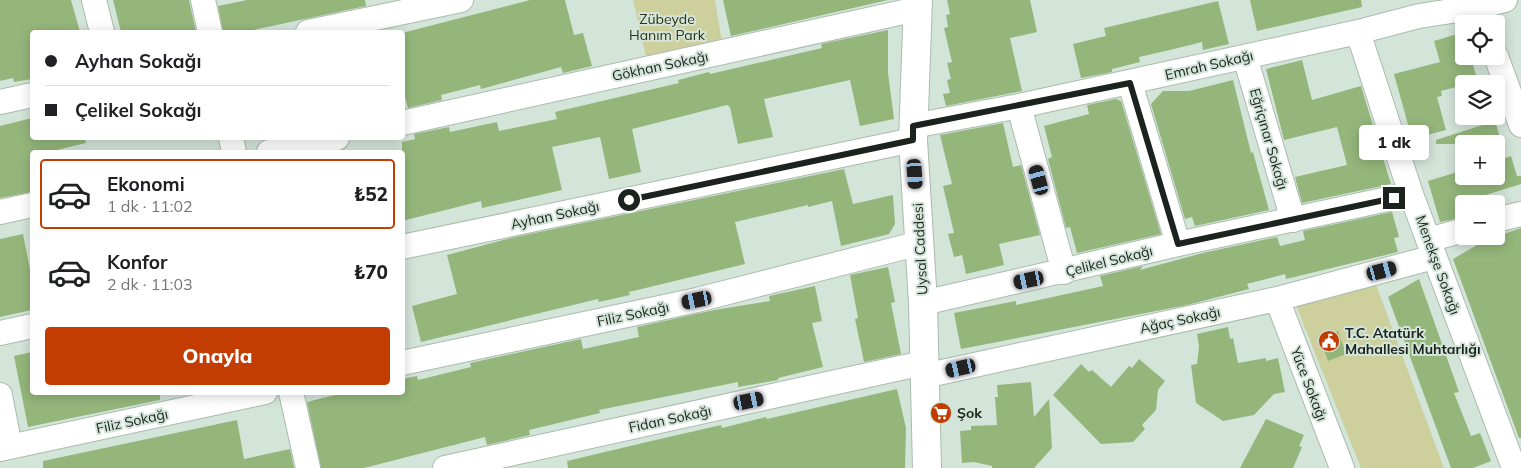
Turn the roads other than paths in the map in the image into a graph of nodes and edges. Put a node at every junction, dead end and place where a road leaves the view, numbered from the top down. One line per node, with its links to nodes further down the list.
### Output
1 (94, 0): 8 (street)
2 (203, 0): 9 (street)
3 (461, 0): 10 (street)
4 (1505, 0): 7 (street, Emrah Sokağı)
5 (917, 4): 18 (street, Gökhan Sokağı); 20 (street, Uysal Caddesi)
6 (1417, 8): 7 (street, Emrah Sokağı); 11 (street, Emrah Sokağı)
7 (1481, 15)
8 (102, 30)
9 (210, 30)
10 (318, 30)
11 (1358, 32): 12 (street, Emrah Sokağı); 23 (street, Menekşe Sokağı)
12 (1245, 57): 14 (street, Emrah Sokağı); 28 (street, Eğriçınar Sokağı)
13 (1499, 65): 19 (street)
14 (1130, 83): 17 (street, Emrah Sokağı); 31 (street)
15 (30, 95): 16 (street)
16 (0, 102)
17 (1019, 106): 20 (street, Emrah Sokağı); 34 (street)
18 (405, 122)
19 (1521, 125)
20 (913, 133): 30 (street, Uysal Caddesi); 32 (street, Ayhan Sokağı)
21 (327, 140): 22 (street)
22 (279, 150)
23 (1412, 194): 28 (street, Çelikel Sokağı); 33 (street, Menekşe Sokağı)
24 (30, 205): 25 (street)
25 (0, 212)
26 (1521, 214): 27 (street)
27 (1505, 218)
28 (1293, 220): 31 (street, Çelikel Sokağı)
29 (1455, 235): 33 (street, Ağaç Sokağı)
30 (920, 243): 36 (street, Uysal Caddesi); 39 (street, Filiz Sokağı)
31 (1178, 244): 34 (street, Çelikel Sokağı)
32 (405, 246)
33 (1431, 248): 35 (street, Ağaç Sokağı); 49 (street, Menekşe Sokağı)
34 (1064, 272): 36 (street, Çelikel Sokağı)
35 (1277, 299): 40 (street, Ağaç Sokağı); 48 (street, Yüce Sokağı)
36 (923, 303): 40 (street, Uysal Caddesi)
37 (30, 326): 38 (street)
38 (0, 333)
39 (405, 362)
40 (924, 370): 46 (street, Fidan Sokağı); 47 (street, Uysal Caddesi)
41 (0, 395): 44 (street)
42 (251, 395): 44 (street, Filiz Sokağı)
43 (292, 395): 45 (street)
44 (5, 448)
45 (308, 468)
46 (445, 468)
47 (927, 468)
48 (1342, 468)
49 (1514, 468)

Exercise goal:
Give back the entries verbatim. Do not include any picture.

Answer section:
Turn the roads other than paths in the map in the image into a graph of nodes and edges. Put a node at every junction, dead end and place where a road leaves the view, numbered from the top down. One line per node, with its links to nodes further down the list.
### Output
1 (94, 0): 8 (street)
2 (203, 0): 9 (street)
3 (461, 0): 10 (street)
4 (1505, 0): 7 (street, Emrah Sokağı)
5 (917, 4): 18 (street, Gökhan Sokağı); 20 (street, Uysal Caddesi)
6 (1417, 8): 7 (street, Emrah Sokağı); 11 (street, Emrah Sokağı)
7 (1481, 15)
8 (102, 30)
9 (210, 30)
10 (318, 30)
11 (1358, 32): 12 (street, Emrah Sokağı); 23 (street, Menekşe Sokağı)
12 (1245, 57): 14 (street, Emrah Sokağı); 28 (street, Eğriçınar Sokağı)
13 (1499, 65): 19 (street)
14 (1130, 83): 17 (street, Emrah Sokağı); 31 (street)
15 (30, 95): 16 (street)
16 (0, 102)
17 (1019, 106): 20 (street, Emrah Sokağı); 34 (street)
18 (405, 122)
19 (1521, 125)
20 (913, 133): 30 (street, Uysal Caddesi); 32 (street, Ayhan Sokağı)
21 (327, 140): 22 (street)
22 (279, 150)
23 (1412, 194): 28 (street, Çelikel Sokağı); 33 (street, Menekşe Sokağı)
24 (30, 205): 25 (street)
25 (0, 212)
26 (1521, 214): 27 (street)
27 (1505, 218)
28 (1293, 220): 31 (street, Çelikel Sokağı)
29 (1455, 235): 33 (street, Ağaç Sokağı)
30 (920, 243): 36 (street, Uysal Caddesi); 39 (street, Filiz Sokağı)
31 (1178, 244): 34 (street, Çelikel Sokağı)
32 (405, 246)
33 (1431, 248): 35 (street, Ağaç Sokağı); 49 (street, Menekşe Sokağı)
34 (1064, 272): 36 (street, Çelikel Sokağı)
35 (1277, 299): 40 (street, Ağaç Sokağı); 48 (street, Yüce Sokağı)
36 (923, 303): 40 (street, Uysal Caddesi)
37 (30, 326): 38 (street)
38 (0, 333)
39 (405, 362)
40 (924, 370): 46 (street, Fidan Sokağı); 47 (street, Uysal Caddesi)
41 (0, 395): 44 (street)
42 (251, 395): 44 (street, Filiz Sokağı)
43 (292, 395): 45 (street)
44 (5, 448)
45 (308, 468)
46 (445, 468)
47 (927, 468)
48 (1342, 468)
49 (1514, 468)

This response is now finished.